[Start of section]

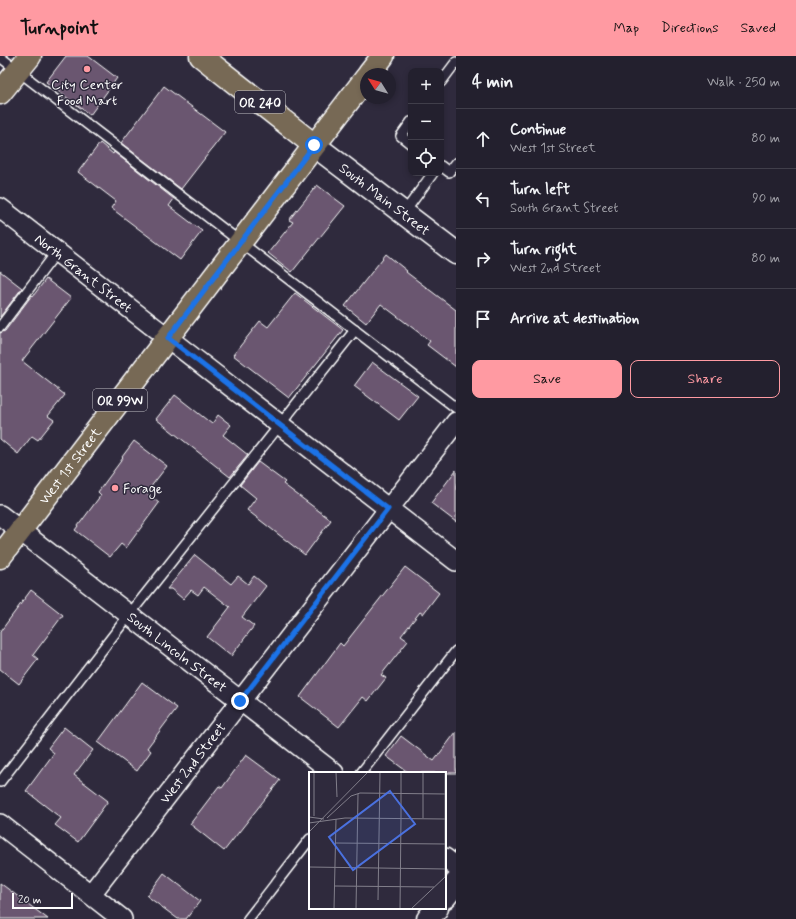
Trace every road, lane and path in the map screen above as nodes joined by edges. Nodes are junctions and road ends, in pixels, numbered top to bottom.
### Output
1 (201, 56) edge
2 (383, 56) edge
3 (0, 57) edge
4 (456, 62) edge
5 (24, 64) edge
6 (374, 68) edge
7 (444, 78) edge
8 (360, 86) edge
9 (0, 93) edge
10 (408, 126) edge
11 (408, 142) edge
12 (314, 145) junction
13 (456, 163) edge
14 (444, 168) edge
15 (431, 176) edge
16 (0, 208) edge
17 (404, 213) junction
18 (240, 242) junction
19 (56, 253) junction
20 (456, 253) edge
21 (0, 326) edge
22 (355, 330) junction
23 (168, 338) junction
24 (456, 408) edge
25 (456, 422) edge
26 (279, 424) junction
27 (388, 509) junction
28 (0, 515) edge
29 (20, 531) junction
30 (0, 556) edge
31 (456, 561) edge
32 (129, 615) junction
33 (456, 651) edge
34 (240, 701) junction
35 (333, 772) edge
36 (362, 772) edge
37 (0, 782) edge
38 (1, 826) edge
39 (309, 840) edge
40 (446, 859) edge
41 (456, 867) edge
42 (456, 883) edge
43 (91, 894) junction
44 (446, 896) edge
45 (436, 909) edge
46 (122, 919) edge
47 (248, 919) edge
48 (428, 919) edge

1 - 12 main road, OR 240
2 - 6 main road
3 - 5 lane
4 - 7 lane
5 - 9 main road
5 - 18 lane
8 - 12 main road, OR 99W
10 - 11 lane
12 - 17 street, South Main Street
12 - 18 main road, West 1st Street / OR 99W
13 - 14 lane
15 - 17 lane
16 - 19 street, North Grant Street
17 - 20 street, South Main Street
18 - 22 lane
18 - 23 main road, West 1st Street / OR 99W
19 - 21 lane
19 - 23 street, North Grant Street
22 - 24 lane
22 - 26 lane
23 - 26 street, North Grant Street
23 - 29 main road, West 1st Street / OR 99W
25 - 27 street, West 2nd Street
26 - 27 street, North Grant Street
26 - 32 lane
27 - 31 street, North Grant Street
27 - 34 street, West 2nd Street
28 - 29 street, South Lincoln Street
29 - 30 main road, West 1st Street / OR 99W
29 - 32 street, South Lincoln Street
32 - 34 street, South Lincoln Street
32 - 37 lane
33 - 36 lane
34 - 35 street, South Lincoln Street
34 - 43 street, West 2nd Street
38 - 43 street
39 - 47 lane
40 - 41 street
42 - 44 street
43 - 46 street
45 - 48 street

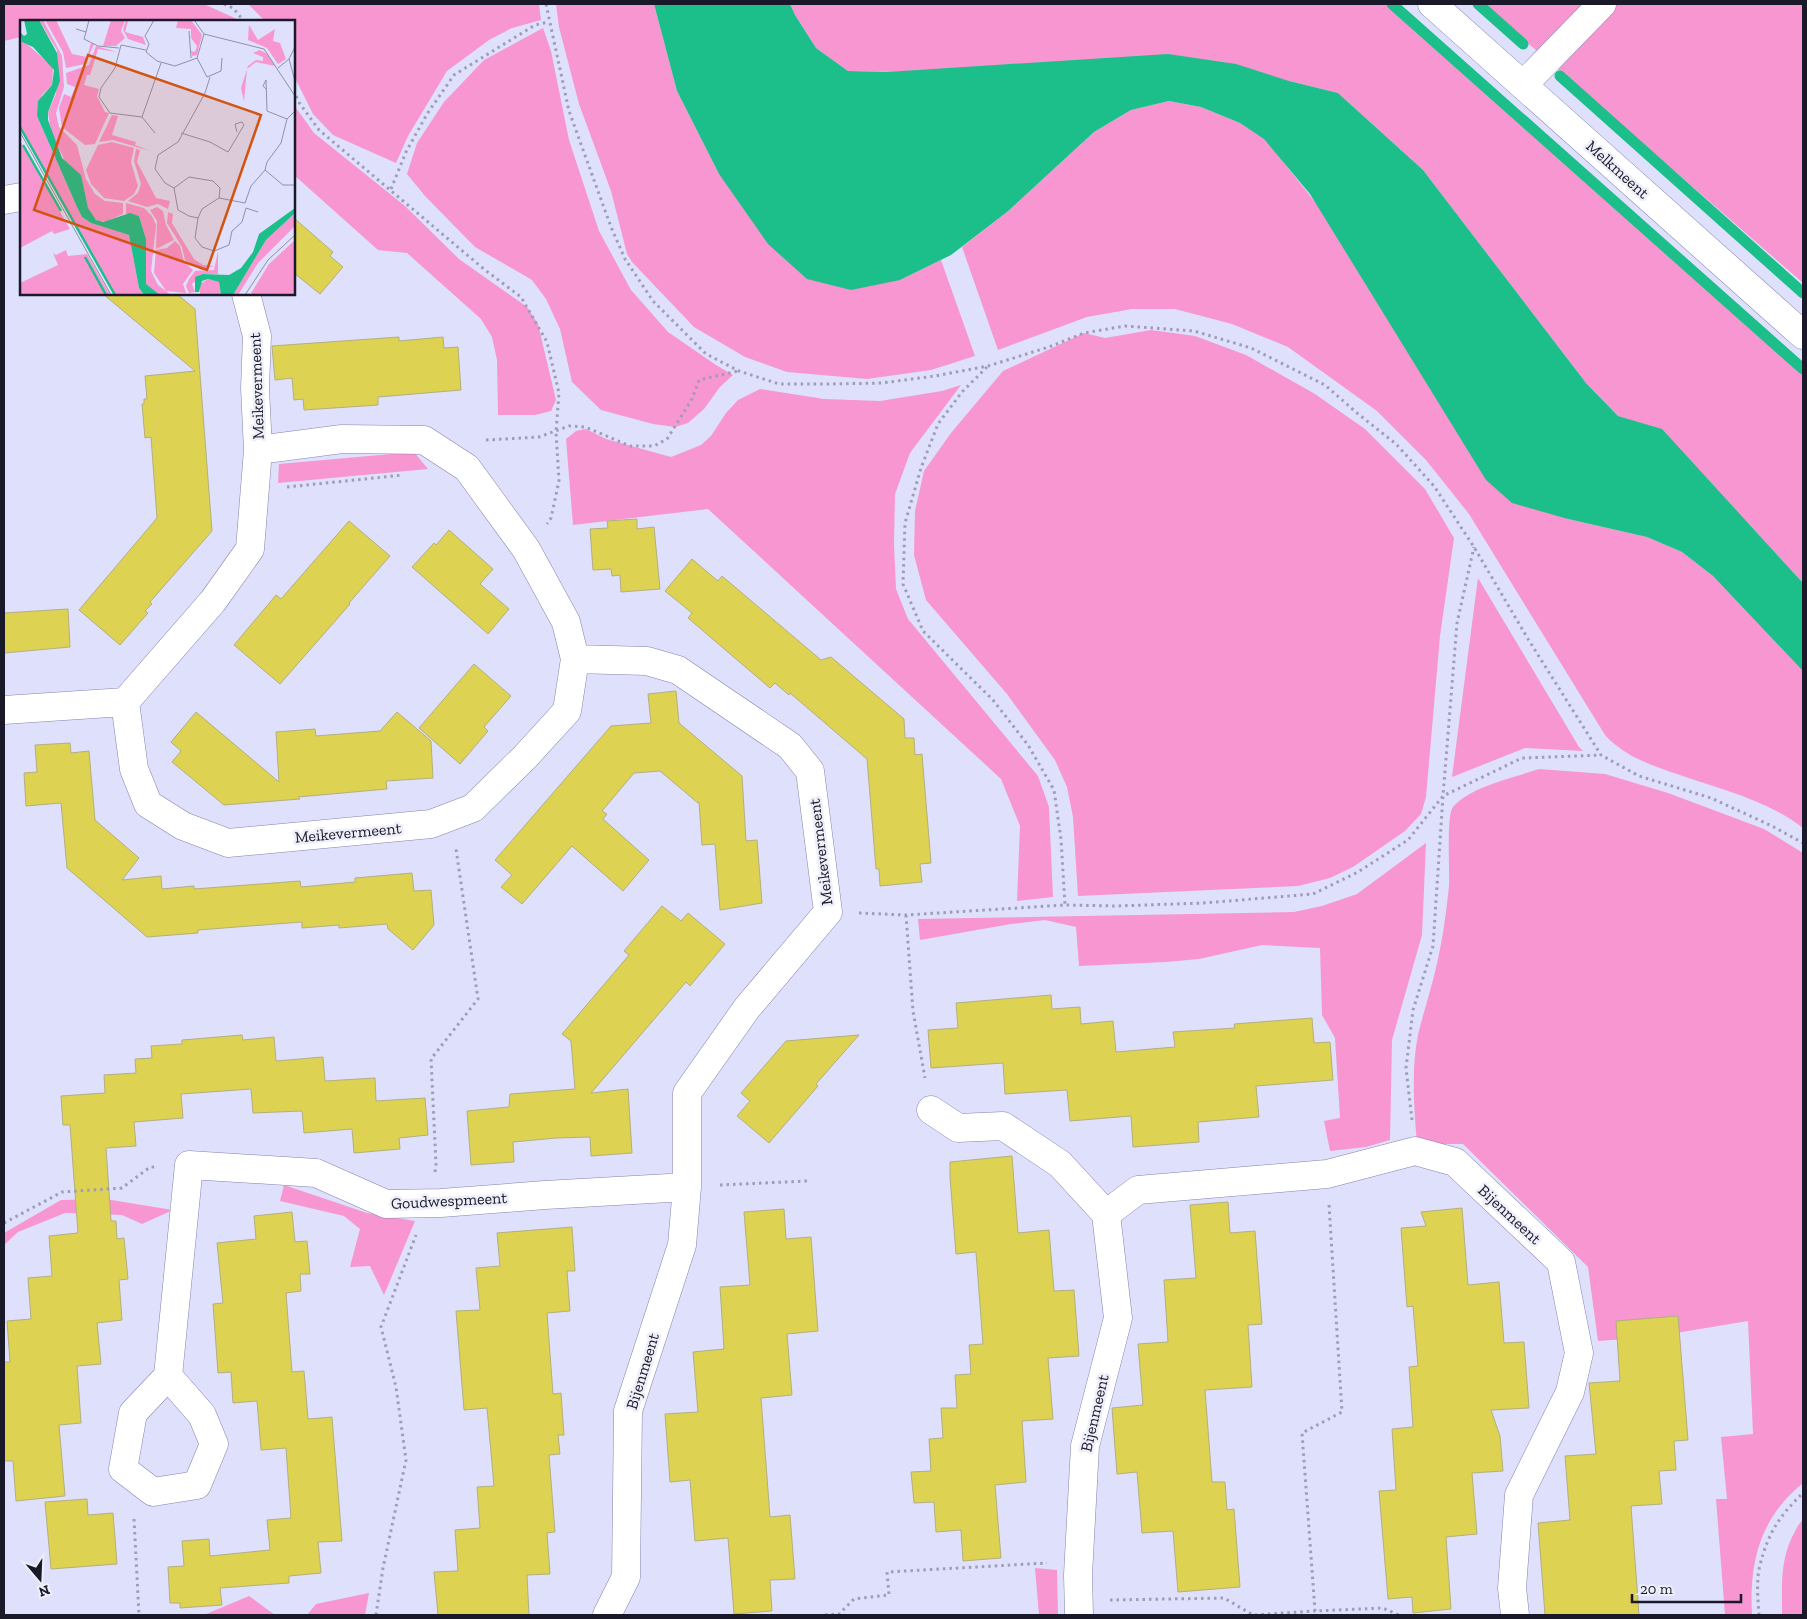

[End of section]

Your goal: Every line of the records must come back unchanged, except that pictures are dropped.

Answer section:
Trace every road, lane and path in the map screen above as nodes joined by edges. Nodes are junctions and road ends, in pixels, numbered top to bottom.
### Output
1 (201, 56) edge
2 (383, 56) edge
3 (0, 57) edge
4 (456, 62) edge
5 (24, 64) edge
6 (374, 68) edge
7 (444, 78) edge
8 (360, 86) edge
9 (0, 93) edge
10 (408, 126) edge
11 (408, 142) edge
12 (314, 145) junction
13 (456, 163) edge
14 (444, 168) edge
15 (431, 176) edge
16 (0, 208) edge
17 (404, 213) junction
18 (240, 242) junction
19 (56, 253) junction
20 (456, 253) edge
21 (0, 326) edge
22 (355, 330) junction
23 (168, 338) junction
24 (456, 408) edge
25 (456, 422) edge
26 (279, 424) junction
27 (388, 509) junction
28 (0, 515) edge
29 (20, 531) junction
30 (0, 556) edge
31 (456, 561) edge
32 (129, 615) junction
33 (456, 651) edge
34 (240, 701) junction
35 (333, 772) edge
36 (362, 772) edge
37 (0, 782) edge
38 (1, 826) edge
39 (309, 840) edge
40 (446, 859) edge
41 (456, 867) edge
42 (456, 883) edge
43 (91, 894) junction
44 (446, 896) edge
45 (436, 909) edge
46 (122, 919) edge
47 (248, 919) edge
48 (428, 919) edge

1 - 12 main road, OR 240
2 - 6 main road
3 - 5 lane
4 - 7 lane
5 - 9 main road
5 - 18 lane
8 - 12 main road, OR 99W
10 - 11 lane
12 - 17 street, South Main Street
12 - 18 main road, West 1st Street / OR 99W
13 - 14 lane
15 - 17 lane
16 - 19 street, North Grant Street
17 - 20 street, South Main Street
18 - 22 lane
18 - 23 main road, West 1st Street / OR 99W
19 - 21 lane
19 - 23 street, North Grant Street
22 - 24 lane
22 - 26 lane
23 - 26 street, North Grant Street
23 - 29 main road, West 1st Street / OR 99W
25 - 27 street, West 2nd Street
26 - 27 street, North Grant Street
26 - 32 lane
27 - 31 street, North Grant Street
27 - 34 street, West 2nd Street
28 - 29 street, South Lincoln Street
29 - 30 main road, West 1st Street / OR 99W
29 - 32 street, South Lincoln Street
32 - 34 street, South Lincoln Street
32 - 37 lane
33 - 36 lane
34 - 35 street, South Lincoln Street
34 - 43 street, West 2nd Street
38 - 43 street
39 - 47 lane
40 - 41 street
42 - 44 street
43 - 46 street
45 - 48 street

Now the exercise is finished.